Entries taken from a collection
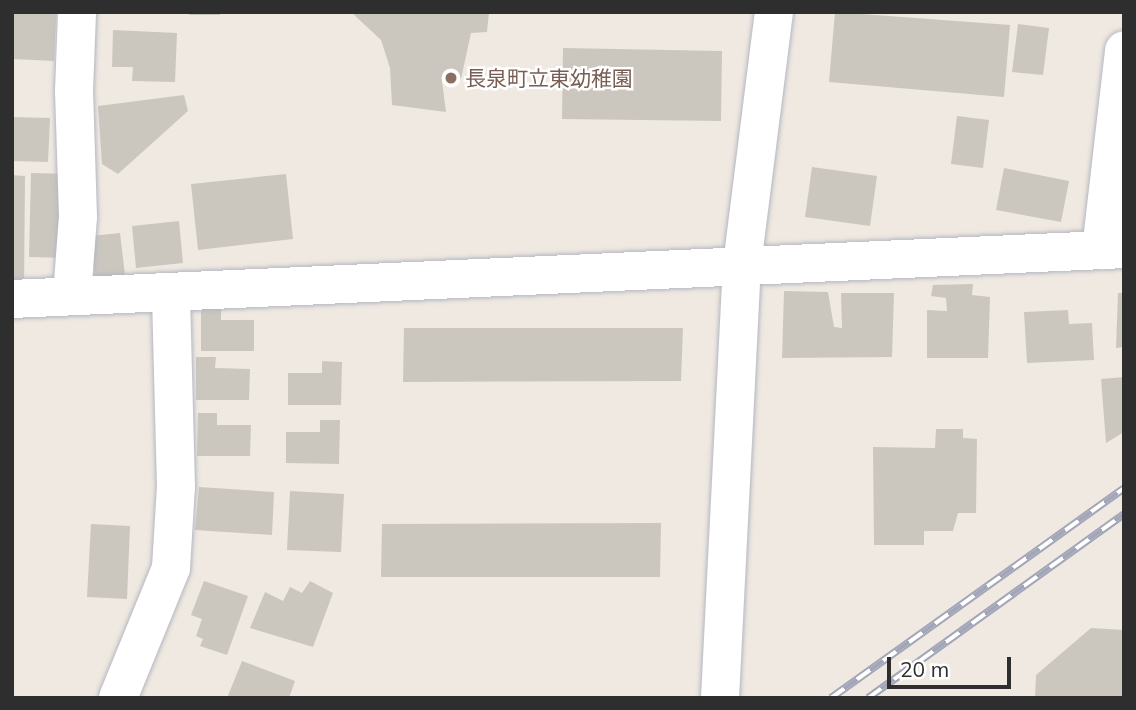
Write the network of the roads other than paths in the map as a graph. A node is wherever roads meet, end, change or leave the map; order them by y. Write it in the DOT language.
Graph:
graph roads {
  1 [pos="77,12"];
  2 [pos="774,12"];
  3 [pos="1124,50"];
  4 [pos="1112,250"];
  5 [pos="742,265"];
  6 [pos="171,292"];
  7 [pos="72,296"];
  8 [pos="12,299"];
  9 [pos="118,698"];
  10 [pos="720,698"];
  1 -- 7 [label="street"];
  2 -- 5 [label="street"];
  3 -- 4 [label="street"];
  4 -- 5 [label="street"];
  5 -- 6 [label="street"];
  5 -- 10 [label="street"];
  6 -- 7 [label="street"];
  6 -- 9 [label="street"];
  7 -- 8 [label="street"];
}
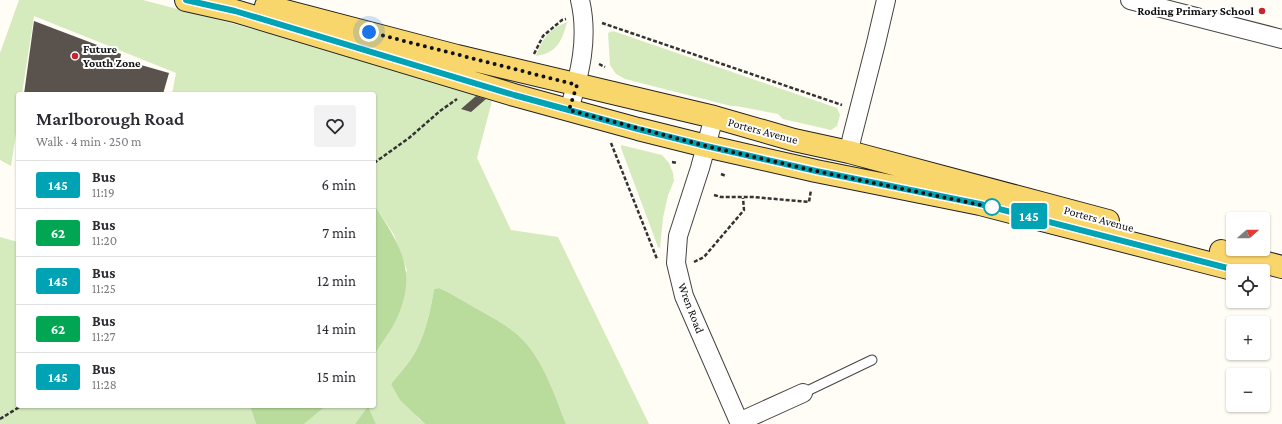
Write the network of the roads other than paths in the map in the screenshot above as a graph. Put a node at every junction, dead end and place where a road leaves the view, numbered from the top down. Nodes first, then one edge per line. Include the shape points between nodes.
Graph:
1 (186, 0) edge
2 (242, 0) edge
3 (580, 0) edge
4 (886, 0) edge
5 (1130, 0) edge
6 (281, 5) edge
7 (1282, 40) edge
8 (577, 85) junction
9 (569, 110) junction
10 (714, 117) junction
11 (706, 146) junction
12 (849, 152) junction
13 (1226, 267) edge
14 (1282, 267) edge
15 (1270, 279) edge
16 (1282, 282) edge
17 (872, 360) dead end
18 (803, 393) joint
19 (740, 423) edge

1 - 9 main road, Porters Avenue via 235,11
2 - 6 main road, Porters Avenue
3 - 8 street via 584,17 584,47
4 - 12 street
5 - 7 street
6 - 8 main road, Porters Avenue via 457,56
8 - 9 street
8 - 10 main road, Porters Avenue
9 - 11 main road, Porters Avenue
10 - 11 street, Wren Road
10 - 12 main road, Porters Avenue via 794,140
11 - 13 main road, Porters Avenue via 980,204
11 - 19 street, Wren Road via 678,236 676,263 684,296
12 - 14 main road, Porters Avenue
15 - 16 main road
17 - 18 lane
18 - 19 street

- WORK INSTRUCTION -
From the first line to the last, repeat the records exactly. Leave out the pictures.

- EXERCISE OUTPUT -
Write the network of the roads other than paths in the map as a graph. A node is wherever roads meet, end, change or leave the map; order them by y. Write it in the DOT language.
Graph:
graph roads {
  1 [pos="77,12"];
  2 [pos="774,12"];
  3 [pos="1124,50"];
  4 [pos="1112,250"];
  5 [pos="742,265"];
  6 [pos="171,292"];
  7 [pos="72,296"];
  8 [pos="12,299"];
  9 [pos="118,698"];
  10 [pos="720,698"];
  1 -- 7 [label="street"];
  2 -- 5 [label="street"];
  3 -- 4 [label="street"];
  4 -- 5 [label="street"];
  5 -- 6 [label="street"];
  5 -- 10 [label="street"];
  6 -- 7 [label="street"];
  6 -- 9 [label="street"];
  7 -- 8 [label="street"];
}
Write the network of the roads other than paths in the map in the screenshot above as a graph. Put a node at every junction, dead end and place where a road leaves the view, numbered from the top down. Nodes first, then one edge per line. Include the shape points between nodes.
Graph:
1 (186, 0) edge
2 (242, 0) edge
3 (580, 0) edge
4 (886, 0) edge
5 (1130, 0) edge
6 (281, 5) edge
7 (1282, 40) edge
8 (577, 85) junction
9 (569, 110) junction
10 (714, 117) junction
11 (706, 146) junction
12 (849, 152) junction
13 (1226, 267) edge
14 (1282, 267) edge
15 (1270, 279) edge
16 (1282, 282) edge
17 (872, 360) dead end
18 (803, 393) joint
19 (740, 423) edge

1 - 9 main road, Porters Avenue via 235,11
2 - 6 main road, Porters Avenue
3 - 8 street via 584,17 584,47
4 - 12 street
5 - 7 street
6 - 8 main road, Porters Avenue via 457,56
8 - 9 street
8 - 10 main road, Porters Avenue
9 - 11 main road, Porters Avenue
10 - 11 street, Wren Road
10 - 12 main road, Porters Avenue via 794,140
11 - 13 main road, Porters Avenue via 980,204
11 - 19 street, Wren Road via 678,236 676,263 684,296
12 - 14 main road, Porters Avenue
15 - 16 main road
17 - 18 lane
18 - 19 street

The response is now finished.